BIOTEST VORZUGSAKTIEN
DÜSSELDORF - HSBC hat das Kursziel für Biotest-Vorzugsaktien (Biotest vz) nach Abschluss der Tregalizumab-Studie von 54,00 auf 50,00 Euro gesenkt, die Einstufung aber auf "Overweight" belassen. Mit den Testergebnissen seien die Erwartungen an die hohe Wirksamkeit des Präparats zur Behandlung chronischer Plaque-Psoriasis bestätigt worden, schrieb Analyst Jan Keppeler in einer Studie vom Dienstag. Auch wenn mit einer Erholung der Gewinnmargen im dritten Geschäftsquartal zu rechnen sei, bleibe aber der Preisdruck bei den Plasmaproteinpräparaten weiter bestehen.
DAIMLER
FRANKFURT - Die Deutsche Bank hat Daimler von "Buy" auf "Hold" abgestuft und das Kursziel von 48,00 auf 36,00 (Kurs: 31,530) Euro gesenkt. Das Jahr 2012 dürfte für den Autobauer bestenfalls ein Übergangsjahr mit vermutlich sinkenden Gewinnen werden, schrieb Analyst Jochen Gehrke in einer am Dienstag vorgelegten Studie. Die Risiken seien wegen der zunehmenden konjunkturellen Ungewissheit deutlich gestiegen. Modellwechsel bei den Kleinwagen und die alternden größeren Modelle dürften den Erlös je Fahrzeug belasten. Zudem dürfte das Lkw-Geschäft in Europa und Lateinamerika abnehmen. Vor diesem Hintergrund habe er die Gewinnprognosen etwas reduziert.
DEUTSCHE EUROSHOP
FRANKFURT - Die Deutsche Bank hat die Bewertung von Deutsche EuroShop mit "Buy" und einem Kursziel von 26,90 Euro wieder aufgenommen. Im gegenwärtigen Marktumfeld schätze er das konservative Geschäftsmodell der auf Einkaufszentren spezialisierten Immobiliengesellschaft, schrieb Analyst Markus Scheufler in einer am Dienstag vorgelegten Studie. Diese Vorzüge seien nicht eingepreist. Die Investoren dürften verstärkt risikoarme und qualitativ gute Anlagen vorziehen. Genau dies sei Deutsche Euroshop angesichts der gut vorhersagbaren Cashflows.

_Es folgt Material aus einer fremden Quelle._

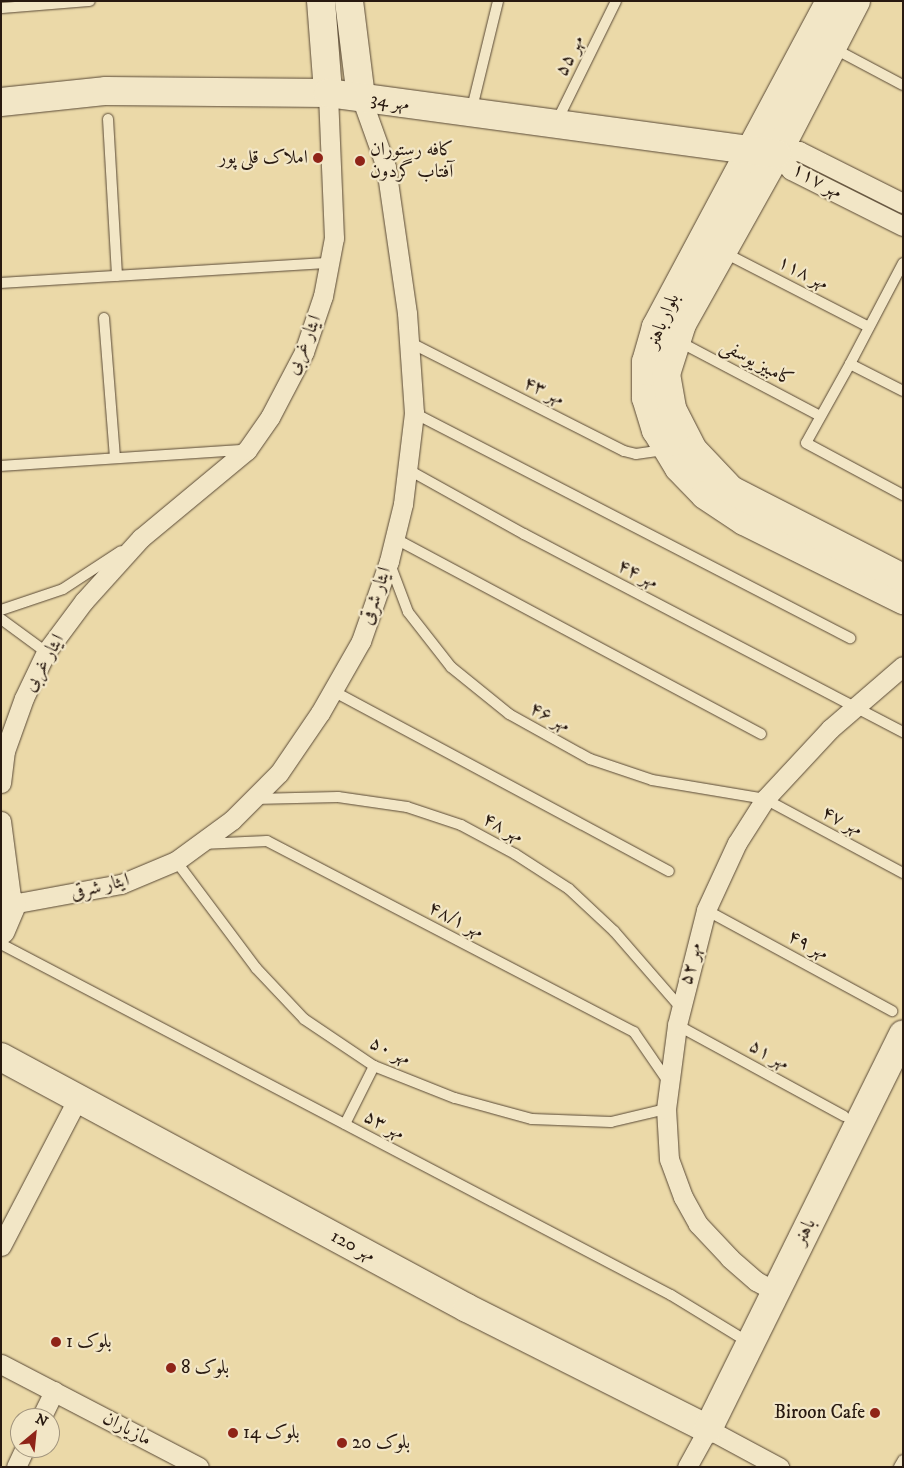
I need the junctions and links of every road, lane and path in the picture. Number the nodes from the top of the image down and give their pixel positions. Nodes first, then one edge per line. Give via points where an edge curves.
1 (90, 1) edge
2 (321, 1) edge
3 (349, 1) edge
4 (498, 1) edge
5 (616, 1) edge
6 (830, 1) edge
7 (856, 1) edge
8 (1, 8) edge
9 (832, 48) junction
10 (903, 84) edge
11 (328, 93) junction
12 (361, 97) junction
13 (1, 102) edge
14 (471, 114) junction
15 (108, 119) dead end
16 (555, 126) junction
17 (749, 152) junction
18 (777, 154) junction
19 (903, 203) edge
20 (903, 226) edge
21 (721, 251) junction
22 (903, 263) edge
23 (330, 264) junction
24 (117, 276) junction
25 (1, 284) edge
26 (104, 318) dead end
27 (869, 326) junction
28 (676, 340) junction
29 (409, 342) junction
30 (850, 364) junction
31 (903, 392) edge
32 (414, 413) junction
33 (820, 416) junction
34 (247, 450) junction
35 (668, 450) junction
36 (115, 458) junction
37 (1, 466) edge
38 (407, 469) junction
39 (903, 495) edge
40 (141, 538) junction
41 (394, 538) junction
42 (389, 561) junction
43 (903, 578) edge
44 (903, 600) edge
45 (1, 610) edge
46 (1, 619) edge
47 (850, 638) dead end
48 (46, 652) junction
49 (903, 666) edge
50 (332, 691) junction
51 (854, 706) junction
52 (903, 732) edge
53 (761, 734) dead end
54 (1, 783) edge
55 (253, 799) junction
56 (765, 799) junction
57 (1, 821) edge
58 (2, 840) edge
59 (199, 844) junction
60 (176, 861) junction
61 (669, 871) dead end
62 (903, 873) edge
63 (12, 904) junction
64 (706, 910) junction
65 (1, 930) edge
66 (1, 944) edge
67 (892, 1010) dead end
68 (679, 1017) junction
69 (903, 1035) edge
70 (1, 1057) edge
71 (374, 1066) junction
72 (669, 1084) junction
73 (78, 1098) junction
74 (666, 1109) junction
75 (844, 1116) dead end
76 (345, 1124) junction
77 (1, 1246) edge
78 (776, 1292) junction
79 (748, 1342) junction
80 (1, 1364) edge
81 (54, 1391) junction
82 (46, 1408) edge
83 (708, 1429) junction
84 (199, 1467) edge
85 (687, 1467) edge
86 (779, 1467) edge

1 - 8 lane
2 - 11 street
3 - 12 street
4 - 14 lane
5 - 16 lane, مهر ۵۵
6 - 17 street, بلوار باهنر
7 - 9 street, بلوار باهنر
9 - 10 lane
9 - 18 street, بلوار باهنر
11 - 12 street, مهر 34
11 - 13 street, مهر 34 via 106,90
11 - 23 street, ایثار غربی via 334,238
12 - 14 street, مهر 34
12 - 29 street, ایثار شرقی via 386,167
14 - 16 street, مهر 34
15 - 24 lane
16 - 17 street, مهر 34
17 - 18 street, مهر 34
17 - 35 street, بلوار باهنر via 653,336 646,362 646,398 656,430
18 - 19 street, مهر ۱۱۷ via 799,151
18 - 20 street, مهر ۱۱۷ via 791,170
18 - 21 street, بلوار باهنر
21 - 27 lane, مهر ۱۱۸
21 - 28 street, بلوار باهنر
22 - 27 lane
23 - 24 lane
23 - 34 street, ایثار غربی via 304,352 270,417
24 - 25 lane
26 - 36 lane
27 - 30 lane
28 - 33 lane, کامبیز یوسفی
28 - 43 street, بلوار باهنر via 666,374 672,409 693,450 731,490
29 - 32 street, ایثار شرقی
29 - 35 lane, مهر ۴۳ via 624,451 636,454
30 - 31 lane
30 - 33 lane
32 - 38 street, ایثار شرقی
32 - 47 lane
33 - 39 lane via 806,443
34 - 36 lane
34 - 40 street, ایثار غربی
35 - 44 street, بلوار باهنر via 679,468 705,495 744,521
36 - 37 lane
38 - 41 street, ایثار شرقی
38 - 51 lane, مهر ۴۴ via 524,534
40 - 45 lane, ایثار غربی via 63,589
40 - 48 street, ایثار غربی via 84,601
41 - 42 street, ایثار شرقی
41 - 53 lane
42 - 50 street, ایثار شرقی via 361,641
42 - 56 lane, مهر ۴۶ via 408,612 451,667 509,714 590,760 652,780
46 - 48 lane
48 - 54 street, ایثار غربی via 24,698 5,751
49 - 51 street, مهر ۵۲
50 - 55 street, ایثار شرقی via 280,773
50 - 61 lane
51 - 52 lane, مهر ۴۴
51 - 56 street, مهر ۵۲
55 - 59 street, ایثار شرقی via 232,820
55 - 68 lane, مهر ۴۸ via 338,797 407,806 461,825 515,854 569,890 614,931
56 - 62 lane, مهر ۴۷
56 - 64 street, مهر ۵۲ via 737,843
57 - 58 street
58 - 63 street
59 - 60 street, ایثار شرقی
59 - 72 lane, مهر ۴۸/۱ via 267,841 634,1032
60 - 63 street, ایثار شرقی via 121,884
60 - 71 lane, مهر ۵۰ via 256,968 304,1019
63 - 65 street
64 - 67 lane, مهر ۴۹
64 - 68 street, مهر ۵۲
66 - 76 lane, مهر ۵۳
68 - 72 street, مهر ۵۲
68 - 75 lane, مهر ۵۱
69 - 78 street, باهنر
70 - 73 street, مهر 120
71 - 74 lane, مهر ۵۰ via 455,1098 532,1120 612,1122
71 - 76 lane
72 - 74 street, مهر ۵۲
73 - 77 street
73 - 83 street, مهر 120 via 467,1308
74 - 78 street, مهر ۵۲ via 670,1159 683,1197 698,1224 756,1281
76 - 79 lane, مهر ۵۳ via 671,1295
78 - 79 street, باهنر
79 - 83 street, باهنر
80 - 81 street, مازیاران
81 - 82 street
81 - 84 street, مازیاران
83 - 85 street
83 - 86 street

Zudem sei das Immobilienportfolio konservativ bewertet.
EDF
PARIS - Exane BNP Paribas hat das Kursziel für Electricite de France (EdF) von 30,00 auf 26,00 Euro gesenkt, die Einstufung aber auf "Outperform" belassen. Er gewichte die beiden möglichen Kursziele, die sich je nach Ausgang der französischen Präsidentschaftswahl 2012 ergeben könnten, nun mit jeweils 50 Prozent, schrieb Analyst Benjamin Leyre in einer Studie vom Dienstag. Sollte Nicolas Sarkozy im Amt bleiben, würde der Wert je Aktie wieder bei 30 Euro liegen. Die Ängste des Marktes hinsichtlich der politischen Risiken seien allerdings übertrieben. Die Sozialisten und die Grünen hätten ihre Vereinbarung über die Stilllegung von 24 Kernreaktoren bis 2025 bereits heruntergespielt.
K+S
FRANKFURT - Die Investmentbank Equinet hat die Einstufung für K+S nach einer Machbarkeitsstudie für das Legacy-Projekt in Kanada auf "Buy" mit einem Kursziel von 57,00 Euro belassen. Der Kali- und Salzhersteller habe seine Angaben für die nachgewiesenen Reserven von 136 auf 160 Millionen Tonnen Kaliumchlorid erhöht, schrieb Analyst Michael Schäfer in einer Studie vom Dienstag. Die Investitionskosten hätten sich zwar ebenfalls erhöht, gleichzeitig rechne K+S aber bis 2017 auch mit einer Steigerung der Abbaukapazitäten auf zwei Millionen Tonnen pro Jahr - mehr als bisher erwartet.
K+S
FRANKFURT - Die Commerzbank hat die Einstufung für K+S nach einer unternehmenseigenen Studie zum Legacy-Projekt in Kanada auf "Add" mit einem Kursziel von 48,00 Euro belassen. Der Kapitalaufwand für das Projekt sei höher als erwartet, schrieb Analyst Lutz Grüten in einer Studie vom Dienstag. In einer vorherigen Präsentation habe K+S nicht von 2,4 Milliarden Euro, sondern von 2,4 Milliarden US-Dollar gesprochen. Zu der Anpassung dürften unter anderem Währungseffekte beigetragen haben. Viele Analysten müssten das Projekt allerdings noch in ihre Schätzungen einarbeiten und so dürften die durchschnittlichen Marktprognosen in den kommenden Tagen wahrscheinlich steigen, fügte der Experte hinzu.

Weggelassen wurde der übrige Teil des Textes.